Perhaps he also considers himself a very short tall person?
Unbelievable: Blair and Campbell are monkeying around with child mortality rates. I decided to research their claim of a big fall from the early to late ’00s in Iraq.
The WHO’s figures for 2003 suggest that Blair (and Campbell) confused The Republic of the Congo, which was not involved in the Second Congo War, with the DRC. Whether the obfuscation was intended I don’t know. Those WHO data are the only source I’ve found for such a high 2003 figure (125, not 130 as Blair and Campbell assert, though Blair describes it as a 2000–02 not a 2003 figure), and the dramatic reduction Blair and Campbell claim is apparent only in concert with a different dataset, that of UNICEF (where the number is 44, not 40 as Blair has it). If they made consistent use of the UNICEF data they would see a trend of gradual decline hardly ruffled since the 1985–’90 period, and if they plotted the WHO number on Google’s World Bank graph they would get a catastrophic blip returning Iraq to the ’70s rate (something a military invasion could account for?). Citing UNICEF in 2008, Save the Children observes ‘No progress’ on Iraq’s Millennium child mortality goal between 1990 and 2006. I’ve poked around for other sources and discovered an oddly high figure of 125 for 2000–05 in the UN’s World Population Prospects: The 2006 Revision report which is only projected to fall into the 37–48 range between 2015 and 2025; but in the 2008 Revision the estimates are consonant with UNICEF’s. Note moreover that Afghanistan remains almost at the bottom of the world table.
What’s purer Unspeak than not meaning the DRC by ‘the Congo’ in this context?
Sorry, the relevant Campbell link is http://www.alastaircampbell.or.....038;id=331, and for Blair go to p. 244 of the II’s transcript of his evidence.

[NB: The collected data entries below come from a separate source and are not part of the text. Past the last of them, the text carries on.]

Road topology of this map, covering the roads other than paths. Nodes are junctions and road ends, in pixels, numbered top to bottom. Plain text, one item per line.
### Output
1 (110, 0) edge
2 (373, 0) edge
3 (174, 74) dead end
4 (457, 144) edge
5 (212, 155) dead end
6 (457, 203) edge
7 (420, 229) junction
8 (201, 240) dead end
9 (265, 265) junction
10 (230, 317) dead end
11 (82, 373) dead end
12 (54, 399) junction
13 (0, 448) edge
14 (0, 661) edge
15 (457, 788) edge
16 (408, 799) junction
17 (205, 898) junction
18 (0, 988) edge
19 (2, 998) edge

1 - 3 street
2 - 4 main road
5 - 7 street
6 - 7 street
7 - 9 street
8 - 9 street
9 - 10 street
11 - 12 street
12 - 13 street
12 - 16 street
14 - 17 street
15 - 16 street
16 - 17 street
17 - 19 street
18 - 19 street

A whie back, Timothy Garlic Mash was in Saint-Denis – strickly for the necrology, you understand – and if Google is to be believed (and as an NYRB non-subscriber I can’t check) it was roughly then that he decided to label Ayaan Hirsi Ali, now Ferguson’s official new squeeze, an “Enlightenment fundamentalist”.
So my assumption is that he meant to at least riff on that, perhaps without exposing himself to the suspicion that he thinks enlightenment shines out of his fundament, which by all accounts would otherwise explain a great deal.

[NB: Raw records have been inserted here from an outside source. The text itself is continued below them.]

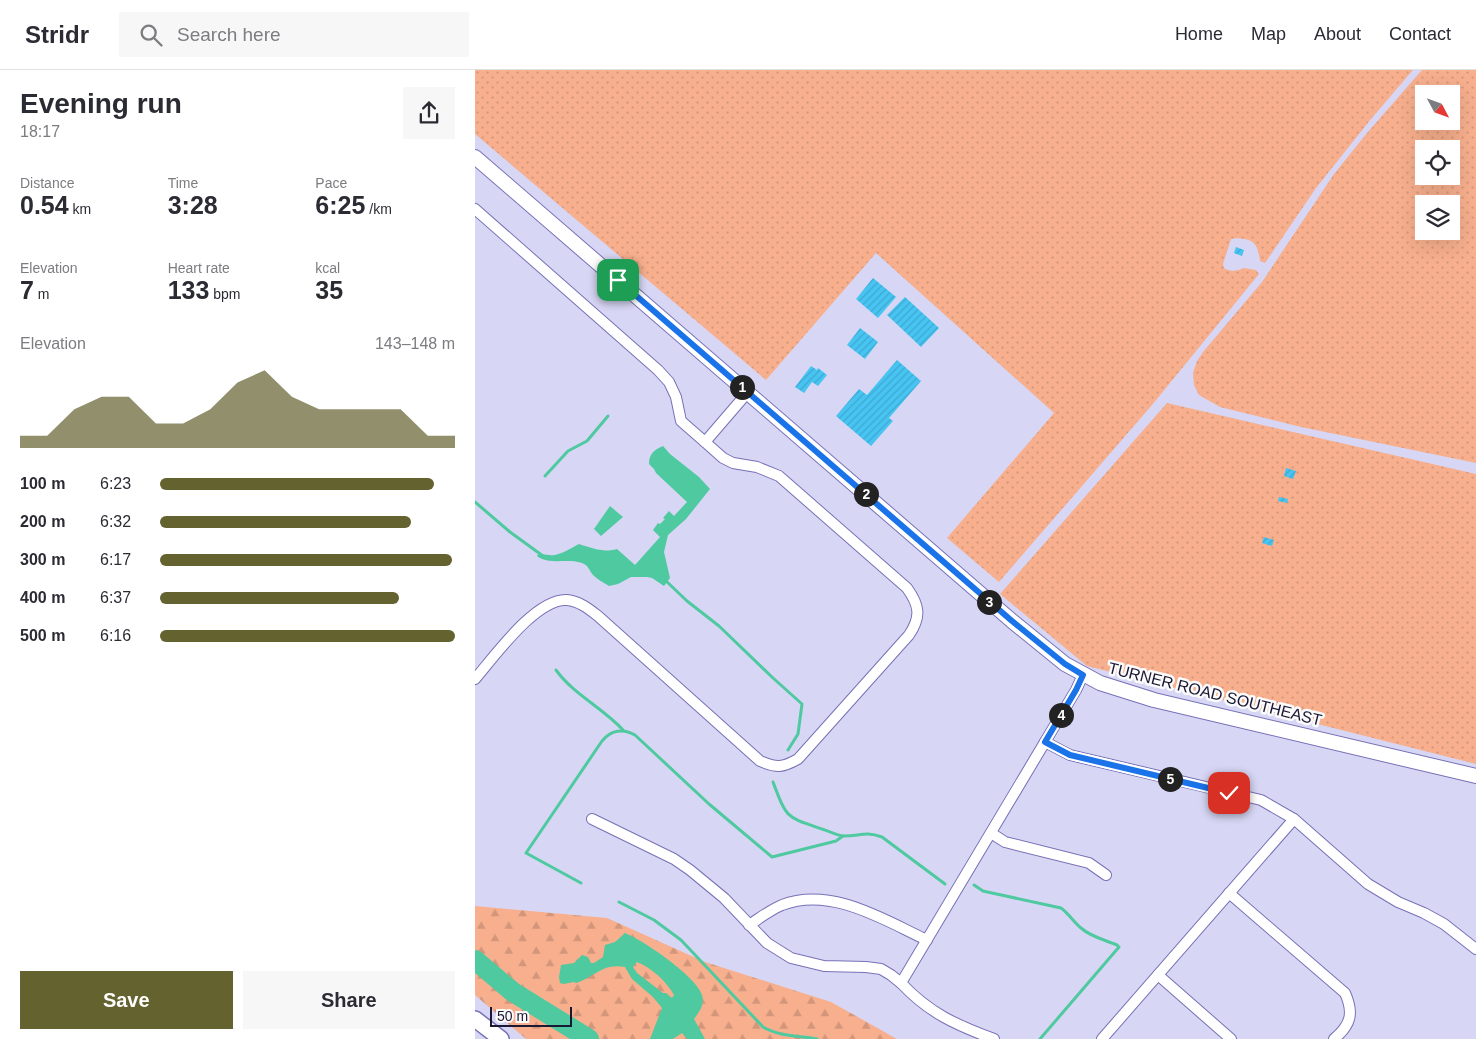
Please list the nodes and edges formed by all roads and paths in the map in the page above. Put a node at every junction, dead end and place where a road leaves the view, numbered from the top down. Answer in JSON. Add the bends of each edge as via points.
{"nodes":[{"id":1,"x":475,"y":157,"type":"edge"},
{"id":2,"x":475,"y":209,"type":"edge"},
{"id":3,"x":748,"y":392,"type":"junction"},
{"id":4,"x":705,"y":442,"type":"junction"},
{"id":5,"x":1083,"y":675,"type":"junction"},
{"id":6,"x":475,"y":679,"type":"edge"},
{"id":7,"x":1045,"y":742,"type":"junction"},
{"id":8,"x":1476,"y":776,"type":"edge"},
{"id":9,"x":593,"y":819,"type":"dead end"},
{"id":10,"x":1294,"y":819,"type":"junction"},
{"id":11,"x":991,"y":833,"type":"junction"},
{"id":12,"x":1106,"y":875,"type":"dead end"},
{"id":13,"x":1229,"y":893,"type":"junction"},
{"id":14,"x":749,"y":925,"type":"junction"},
{"id":15,"x":927,"y":940,"type":"junction"},
{"id":16,"x":1476,"y":950,"type":"edge"},
{"id":17,"x":1158,"y":975,"type":"junction"},
{"id":18,"x":901,"y":983,"type":"junction"},
{"id":19,"x":475,"y":1019,"type":"edge"},
{"id":20,"x":501,"y":1039,"type":"edge"},
{"id":21,"x":994,"y":1039,"type":"edge"},
{"id":22,"x":1102,"y":1039,"type":"edge"},
{"id":23,"x":1231,"y":1039,"type":"edge"},
{"id":24,"x":1334,"y":1039,"type":"edge"}],
"edges":[{"from":1,"to":3,"type":"main road","name":"TURNER ROAD SOUTHEAST"},
{"from":2,"to":4,"type":"street","via":[[659,370],[676,397],[681,421]]},
{"from":3,"to":4,"type":"street"},
{"from":3,"to":5,"type":"main road","name":"TURNER ROAD SOUTHEAST","via":[[1012,621]]},
{"from":4,"to":6,"type":"street","via":[[733,463],[757,467],[779,476],[907,588],[914,598],[918,612],[916,624],[909,635],[798,759],[779,767],[760,761],[598,616],[578,603],[566,600],[543,607],[529,618]]},
{"from":5,"to":7,"type":"street"},
{"from":5,"to":8,"type":"main road","name":"TURNER ROAD SOUTHEAST","via":[[1154,700]]},
{"from":7,"to":10,"type":"street","via":[[1070,755],[1261,800]]},
{"from":7,"to":11,"type":"street"},
{"from":9,"to":14,"type":"street","via":[[674,859],[707,883]]},
{"from":10,"to":13,"type":"street"},
{"from":10,"to":16,"type":"street","via":[[1368,884],[1444,924]]},
{"from":11,"to":12,"type":"street","via":[[1005,842],[1089,863]]},
{"from":11,"to":15,"type":"street"},
{"from":13,"to":17,"type":"street"},
{"from":13,"to":24,"type":"street","via":[[1345,993],[1350,1020]]},
{"from":14,"to":15,"type":"street","via":[[783,905],[814,900],[853,907]]},
{"from":14,"to":18,"type":"street","via":[[767,943],[791,958],[824,966],[881,970]]},
{"from":15,"to":18,"type":"street"},
{"from":17,"to":22,"type":"street"},
{"from":17,"to":23,"type":"street"},
{"from":18,"to":21,"type":"street","via":[[927,1008],[964,1028]]},
{"from":19,"to":20,"type":"highway"}]}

Ah, thanks for that. There is a pdf of the article here. It does things like contrast “British Muslims [whose] family origins lie in Pakistan, India, or Bangladesh” with “many a true-born native Englishman”.
I think Garton-Ash’s use of the phrase “true-born native Englishman” and its contrast with “British Muslims [whose] family origins lie in Pakistan, India, or Bangladesh” can be taken as irony.
It does come one paragraph after the following sentence, after all:
“As an inhabitant of Eurabia, I must insist on a few elementary distinctions. For a start, are we talking about Islam, Muslims, Islamists, Arabs, immigrants, darker-skinned people, or terrorists? These are seven different things.”
The first half of the first sentence, with its mocking use of the word “Eurabia” (repeated a few lines later: “Where I live—in Oxford, Eurabia—…”) makes it clear his intent is parody; and his serious, non-ironic, point is obviously “… I must insist on a few elementary distinctions. For a start, are we talking about Islam, Muslims, Islamists, Arabs, immigrants, darker-skinned people, or terrorists? These are seven different things.”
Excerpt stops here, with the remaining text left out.